Source records:

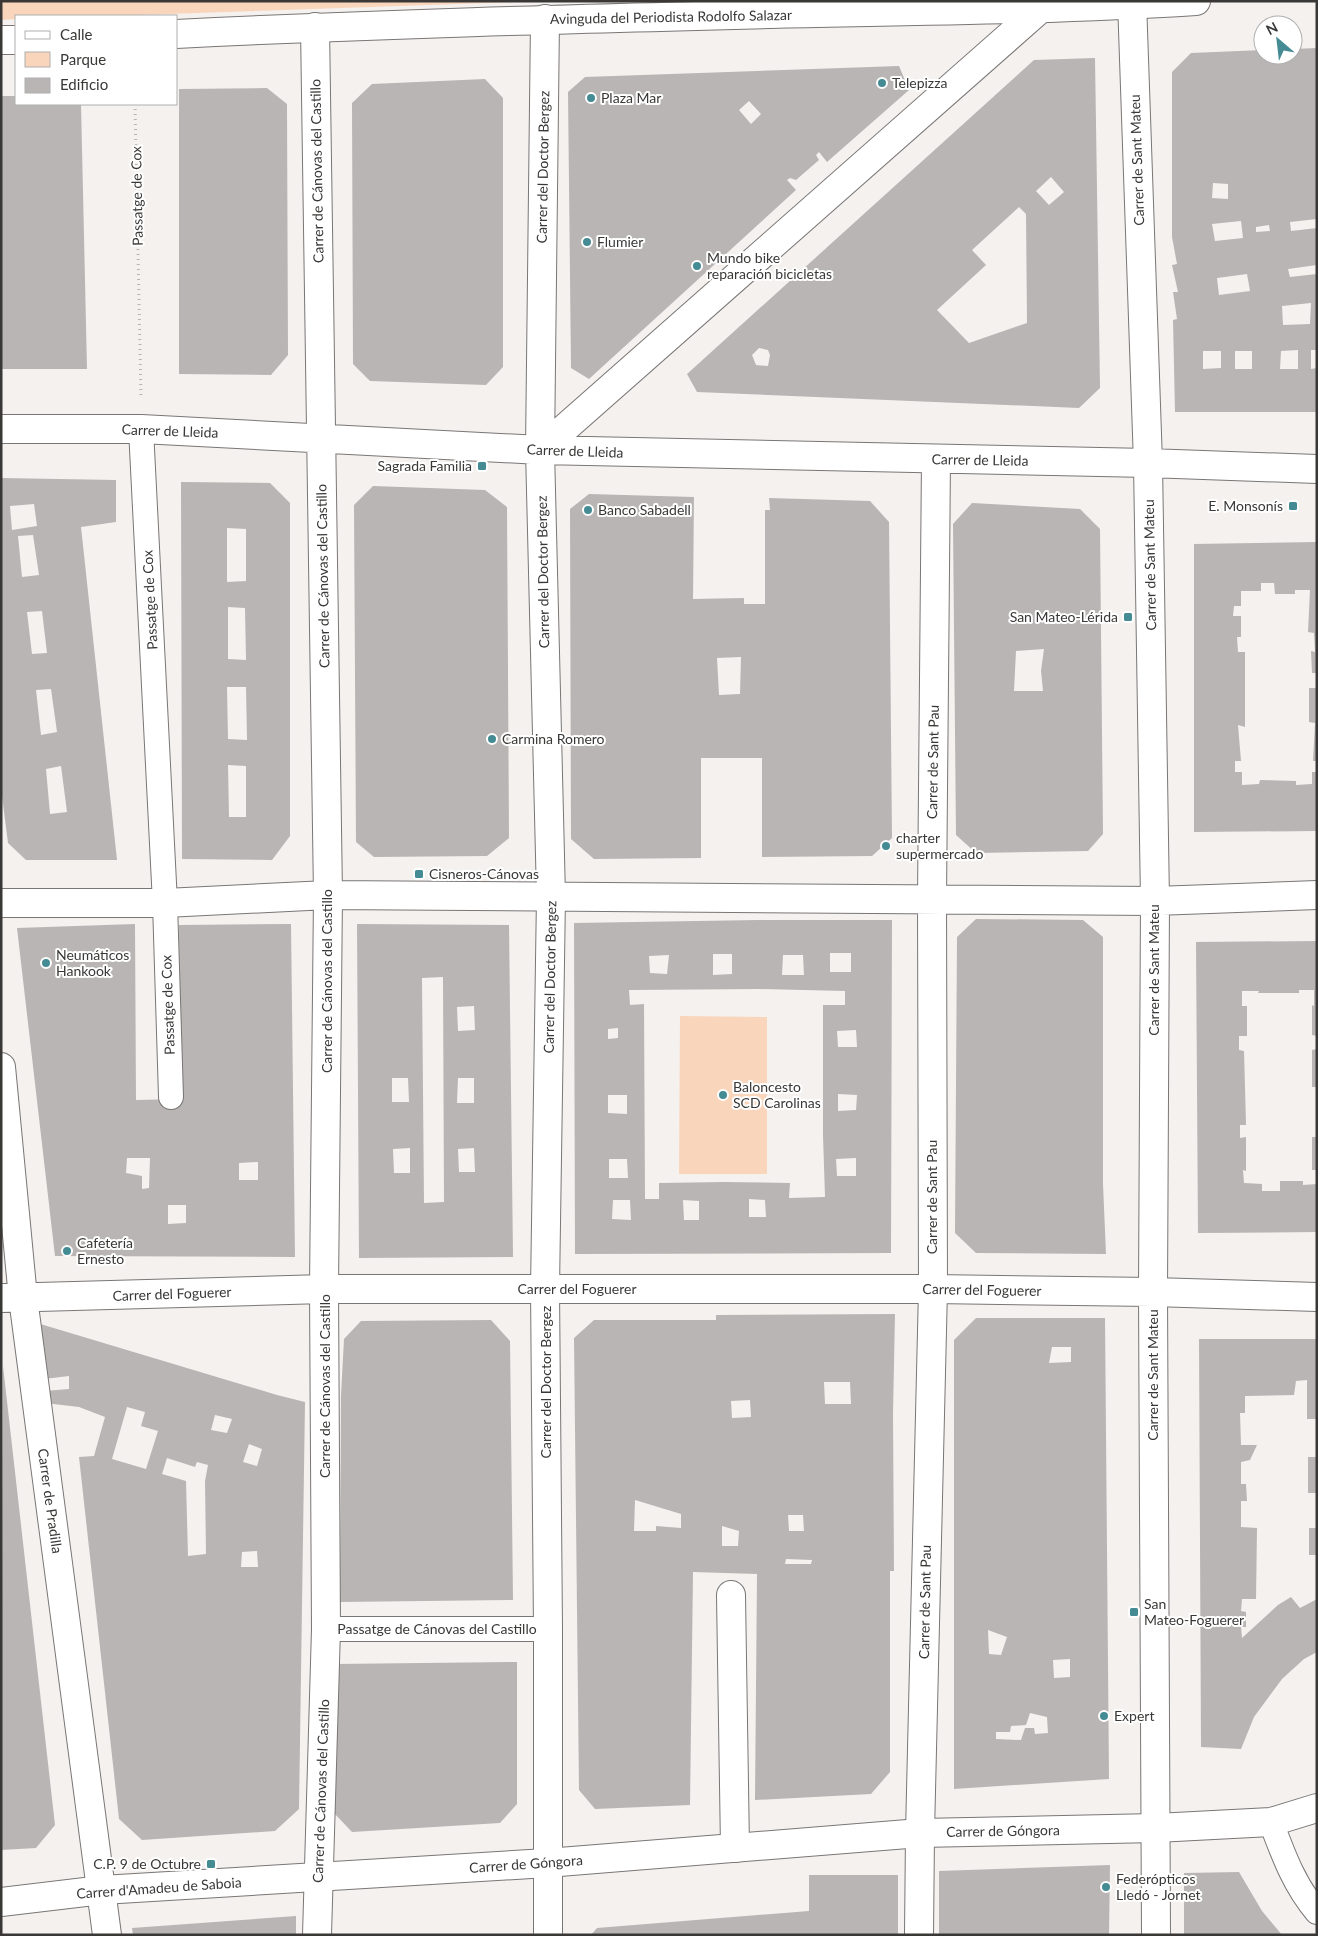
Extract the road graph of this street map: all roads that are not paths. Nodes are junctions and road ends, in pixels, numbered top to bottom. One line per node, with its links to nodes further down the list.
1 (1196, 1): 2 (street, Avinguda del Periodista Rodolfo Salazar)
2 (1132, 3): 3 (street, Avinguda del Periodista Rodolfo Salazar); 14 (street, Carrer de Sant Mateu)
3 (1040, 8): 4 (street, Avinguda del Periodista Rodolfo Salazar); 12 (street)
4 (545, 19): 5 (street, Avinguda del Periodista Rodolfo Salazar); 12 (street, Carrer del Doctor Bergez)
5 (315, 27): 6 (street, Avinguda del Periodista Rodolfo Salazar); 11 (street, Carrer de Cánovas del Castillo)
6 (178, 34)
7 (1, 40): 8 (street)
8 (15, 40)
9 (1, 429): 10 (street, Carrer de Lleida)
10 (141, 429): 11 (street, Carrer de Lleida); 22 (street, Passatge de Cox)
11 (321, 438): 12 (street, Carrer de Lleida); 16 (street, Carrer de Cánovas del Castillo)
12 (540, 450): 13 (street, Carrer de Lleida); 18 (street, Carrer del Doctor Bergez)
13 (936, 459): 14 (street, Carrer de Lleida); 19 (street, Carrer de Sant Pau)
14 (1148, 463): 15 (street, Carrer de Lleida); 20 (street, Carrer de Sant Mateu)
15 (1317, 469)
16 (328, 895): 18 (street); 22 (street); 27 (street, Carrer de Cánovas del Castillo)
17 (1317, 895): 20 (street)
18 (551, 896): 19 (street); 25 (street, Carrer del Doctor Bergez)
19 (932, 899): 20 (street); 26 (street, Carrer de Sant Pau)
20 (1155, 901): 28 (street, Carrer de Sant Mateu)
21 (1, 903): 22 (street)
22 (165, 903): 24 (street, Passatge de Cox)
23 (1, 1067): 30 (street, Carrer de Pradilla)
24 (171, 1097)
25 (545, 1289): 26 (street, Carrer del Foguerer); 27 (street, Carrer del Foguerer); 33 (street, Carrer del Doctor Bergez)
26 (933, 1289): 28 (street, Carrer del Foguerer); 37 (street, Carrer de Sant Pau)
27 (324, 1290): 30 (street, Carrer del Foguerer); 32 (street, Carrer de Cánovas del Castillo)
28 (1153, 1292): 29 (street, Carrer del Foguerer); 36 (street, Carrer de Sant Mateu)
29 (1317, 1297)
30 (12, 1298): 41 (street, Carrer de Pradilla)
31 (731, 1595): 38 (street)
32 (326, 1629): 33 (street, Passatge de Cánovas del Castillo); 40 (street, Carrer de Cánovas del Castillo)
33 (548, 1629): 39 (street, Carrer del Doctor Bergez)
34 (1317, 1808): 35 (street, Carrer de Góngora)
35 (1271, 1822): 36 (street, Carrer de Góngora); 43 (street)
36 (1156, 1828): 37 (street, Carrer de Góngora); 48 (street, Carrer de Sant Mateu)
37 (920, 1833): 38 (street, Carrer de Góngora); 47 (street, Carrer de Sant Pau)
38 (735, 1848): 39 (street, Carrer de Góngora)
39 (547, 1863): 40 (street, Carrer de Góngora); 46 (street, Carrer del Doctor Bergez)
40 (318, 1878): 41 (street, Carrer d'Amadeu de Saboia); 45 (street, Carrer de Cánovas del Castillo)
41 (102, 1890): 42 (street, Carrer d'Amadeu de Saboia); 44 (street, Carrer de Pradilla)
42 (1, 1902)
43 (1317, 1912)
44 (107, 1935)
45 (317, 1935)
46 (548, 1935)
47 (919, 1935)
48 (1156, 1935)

ASSIGNED TASK:
Check each line of the records above for the string "Pradilla", and report every line that has it.

RESPONSE:
23 (1, 1067): 30 (street, Carrer de Pradilla)
30 (12, 1298): 41 (street, Carrer de Pradilla)
41 (102, 1890): 42 (street, Carrer d'Amadeu de Saboia); 44 (street, Carrer de Pradilla)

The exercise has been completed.